Bosonic and fermionic mutual information of N-partite systems in dilaton black hole background

We investigate multipartite quantum correlations by analyzing the mutual information of N-partite states for both free bosonic and fermionic fields in the background of a Garfinkle-Horowitz-Strominger (GHS) dilaton black hole. Focusing on multipartite GHZ and W states, we examine how the Hawking effect influences the N-partite mutual information when one observer hovers near the event horizon while the remaining observers stay in the asymptotically flat region. By tracing over the inaccessible modes inside the event horizon, we derive analytical expressions for the N-partite mutual information in dilaton spacetime for both bosonic and fermionic fields. Our results show that fermionic mutual information is larger than its bosonic counterpart under the influence of the dilaton black hole, whereas the fermionic relative entropy of coherence (REC) is smaller than the bosonic REC. Moreover, the mutual information of GHZ states is consistently larger than that of W states, while the REC of GHZ states is smaller than that of W states in curved spacetime. These findings indicate that the choice of quantum resources should be tailored to the particle species and state structure in relativistic quantum information tasks to optimize their operational efficiency.

💡 Research Summary

The paper investigates multipartite quantum correlations in the background of a Garfinkle‑Horowitz‑Strominger (GHS) dilaton black hole, focusing on the quantum mutual information (QMI) of N‑partite Greenberger‑Horne‑Zeilinger (GHZ) and W states for both free bosonic (scalar) and fermionic (spin‑½) fields. The authors first quantize the scalar and Dirac fields on the GHS metric, which is characterized by the mass M and dilaton parameter D (related to the magnetic charge).
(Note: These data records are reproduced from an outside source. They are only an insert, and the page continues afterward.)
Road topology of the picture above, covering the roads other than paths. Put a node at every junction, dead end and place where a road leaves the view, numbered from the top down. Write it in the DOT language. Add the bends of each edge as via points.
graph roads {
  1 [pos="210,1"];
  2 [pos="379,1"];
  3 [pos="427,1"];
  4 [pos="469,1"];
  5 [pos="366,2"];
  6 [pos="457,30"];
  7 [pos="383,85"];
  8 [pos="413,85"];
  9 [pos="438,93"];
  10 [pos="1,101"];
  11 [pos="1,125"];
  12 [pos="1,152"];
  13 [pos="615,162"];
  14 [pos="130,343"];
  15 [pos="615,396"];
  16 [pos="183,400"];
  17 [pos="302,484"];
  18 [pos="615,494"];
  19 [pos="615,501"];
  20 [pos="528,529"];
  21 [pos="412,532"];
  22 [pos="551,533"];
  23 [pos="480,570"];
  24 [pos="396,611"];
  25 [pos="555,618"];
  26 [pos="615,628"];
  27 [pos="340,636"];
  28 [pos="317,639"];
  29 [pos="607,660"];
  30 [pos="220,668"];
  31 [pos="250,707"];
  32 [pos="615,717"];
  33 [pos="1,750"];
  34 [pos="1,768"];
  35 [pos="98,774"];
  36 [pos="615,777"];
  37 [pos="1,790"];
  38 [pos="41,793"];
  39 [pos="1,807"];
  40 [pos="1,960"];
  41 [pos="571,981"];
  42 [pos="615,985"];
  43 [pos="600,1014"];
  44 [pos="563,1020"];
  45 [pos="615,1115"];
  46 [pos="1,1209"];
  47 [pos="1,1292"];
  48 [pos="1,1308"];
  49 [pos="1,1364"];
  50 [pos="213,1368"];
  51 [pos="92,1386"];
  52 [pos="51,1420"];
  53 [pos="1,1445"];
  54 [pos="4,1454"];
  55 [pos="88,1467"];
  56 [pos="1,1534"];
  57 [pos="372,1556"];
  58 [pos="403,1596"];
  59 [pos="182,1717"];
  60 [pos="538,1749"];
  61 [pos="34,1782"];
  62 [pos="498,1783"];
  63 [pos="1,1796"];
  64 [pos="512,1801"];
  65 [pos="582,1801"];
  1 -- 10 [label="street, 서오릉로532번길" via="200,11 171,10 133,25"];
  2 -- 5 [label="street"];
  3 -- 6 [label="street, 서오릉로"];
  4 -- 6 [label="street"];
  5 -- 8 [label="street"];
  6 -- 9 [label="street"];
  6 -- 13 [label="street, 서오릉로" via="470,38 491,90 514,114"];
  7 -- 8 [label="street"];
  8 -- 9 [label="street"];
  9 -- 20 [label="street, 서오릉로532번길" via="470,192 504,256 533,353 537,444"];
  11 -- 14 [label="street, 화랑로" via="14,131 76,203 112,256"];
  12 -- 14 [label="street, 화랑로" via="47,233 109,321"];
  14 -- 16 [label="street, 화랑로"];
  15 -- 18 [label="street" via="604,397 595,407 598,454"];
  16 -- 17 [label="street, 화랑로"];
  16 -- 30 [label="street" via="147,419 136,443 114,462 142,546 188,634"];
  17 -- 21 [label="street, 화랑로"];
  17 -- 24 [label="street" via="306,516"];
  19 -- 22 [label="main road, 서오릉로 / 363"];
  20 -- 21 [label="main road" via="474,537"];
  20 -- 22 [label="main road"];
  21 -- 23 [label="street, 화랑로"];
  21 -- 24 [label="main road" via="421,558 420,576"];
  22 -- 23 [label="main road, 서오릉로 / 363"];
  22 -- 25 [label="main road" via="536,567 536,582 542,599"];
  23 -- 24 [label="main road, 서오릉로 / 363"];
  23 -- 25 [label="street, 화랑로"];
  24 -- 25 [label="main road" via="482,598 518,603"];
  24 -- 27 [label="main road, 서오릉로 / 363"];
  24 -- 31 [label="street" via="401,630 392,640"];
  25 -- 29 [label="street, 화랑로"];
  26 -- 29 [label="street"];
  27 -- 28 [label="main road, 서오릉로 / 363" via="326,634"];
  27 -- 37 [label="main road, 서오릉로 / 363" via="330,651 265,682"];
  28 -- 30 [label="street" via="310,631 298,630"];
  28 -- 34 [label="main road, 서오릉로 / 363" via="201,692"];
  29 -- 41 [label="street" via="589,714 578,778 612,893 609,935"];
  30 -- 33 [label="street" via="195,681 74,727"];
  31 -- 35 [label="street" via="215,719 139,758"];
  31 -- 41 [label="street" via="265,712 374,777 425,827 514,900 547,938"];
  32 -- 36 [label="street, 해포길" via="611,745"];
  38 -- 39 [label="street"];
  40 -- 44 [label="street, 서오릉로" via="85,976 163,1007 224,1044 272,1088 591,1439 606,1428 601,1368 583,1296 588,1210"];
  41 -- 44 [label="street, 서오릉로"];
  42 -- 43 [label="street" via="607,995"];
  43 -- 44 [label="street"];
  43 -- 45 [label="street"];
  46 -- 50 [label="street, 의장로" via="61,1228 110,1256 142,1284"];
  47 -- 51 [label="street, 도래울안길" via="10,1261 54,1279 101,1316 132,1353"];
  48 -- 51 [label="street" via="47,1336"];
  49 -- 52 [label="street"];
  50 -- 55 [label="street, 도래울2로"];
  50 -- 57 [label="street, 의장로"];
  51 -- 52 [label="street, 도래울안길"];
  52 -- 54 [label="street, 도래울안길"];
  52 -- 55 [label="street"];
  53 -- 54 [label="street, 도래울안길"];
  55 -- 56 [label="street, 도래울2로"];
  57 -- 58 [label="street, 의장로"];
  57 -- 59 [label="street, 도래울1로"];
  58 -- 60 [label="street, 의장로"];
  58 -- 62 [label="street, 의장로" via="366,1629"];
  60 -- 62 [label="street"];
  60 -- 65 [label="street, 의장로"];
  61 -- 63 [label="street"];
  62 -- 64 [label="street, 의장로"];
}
By solving the field equations near the event horizon and introducing Kruskal coordinates, they derive Bogoliubov transformations that relate the creation‑annihilation operators in the Kruskal frame to those in the static dilaton frame. For bosons the transformation yields a thermal Bose‑Einstein spectrum N_B(ω)=1/(e^{8π ω (M−D)}−1); for fermions it yields a Fermi‑Dirac spectrum N_F(ω)=1/(e^{8π ω (M−D)}+1).

The authors then consider an N‑party scenario (N≥3) in which all observers initially share either a GHZ or a W state in the asymptotically flat region. One observer (the N‑th) moves to hover just outside the black‑hole horizon, while the remaining N‑1 observers stay far away. Because the interior modes are causally inaccessible, the authors trace over them, obtaining reduced density matrices for the exterior region. For the bosonic case the Kruskal vacuum is expressed as an infinite‑dimensional two‑mode squeezed state; the GHZ and W states are rewritten in terms of exterior and interior mode operators. After tracing out the interior, the resulting density matrix has a block‑diagonal structure with 2×2 blocks, each of which can be diagonalized analytically. An analogous procedure is carried out for fermions, with the key difference that the Bogoliubov coefficients involve the Fermi‑Dirac factor.

Multipartite mutual information is defined as I_N = Σ_i S(ρ_i) – S(ρ_{1…N}), where S denotes the von Neumann entropy. Using the reduced exterior density matrices, the authors compute I_N for both statistics and both state families. Their analytical results show that as the dilaton parameter D increases (i.e., as the black hole approaches the extremal limit M→D), the QMI monotonically decreases and approaches a constant value independent of the field frequency ω. Crucially, for any given D and ω, the fermionic QMI remains larger than the bosonic QMI, indicating that fermionic correlations are more robust against Hawking‑induced degradation.

State‑structure effects are also highlighted. GHZ states, which possess maximal global entanglement, consistently yield higher QMI than W states, reflecting the stronger total correlations present in GHZ. Conversely, the relative entropy of coherence (REC) behaves oppositely: W states have larger REC than GHZ states, because GHZ concentrates coherence in a single global superposition while W distributes coherence more evenly among its components.

The paper concludes that both particle statistics and the specific multipartite entanglement pattern critically determine the resilience of quantum correlations in curved spacetime. These findings have practical implications for relativistic quantum information tasks such as long‑distance quantum communication, distributed quantum computation, and quantum networking in gravitational environments. Selecting fermionic resources when robustness is paramount, or choosing GHZ versus W states depending on whether total correlations or coherence distribution is more valuable, can optimize operational efficiency under the influence of a dilaton black hole.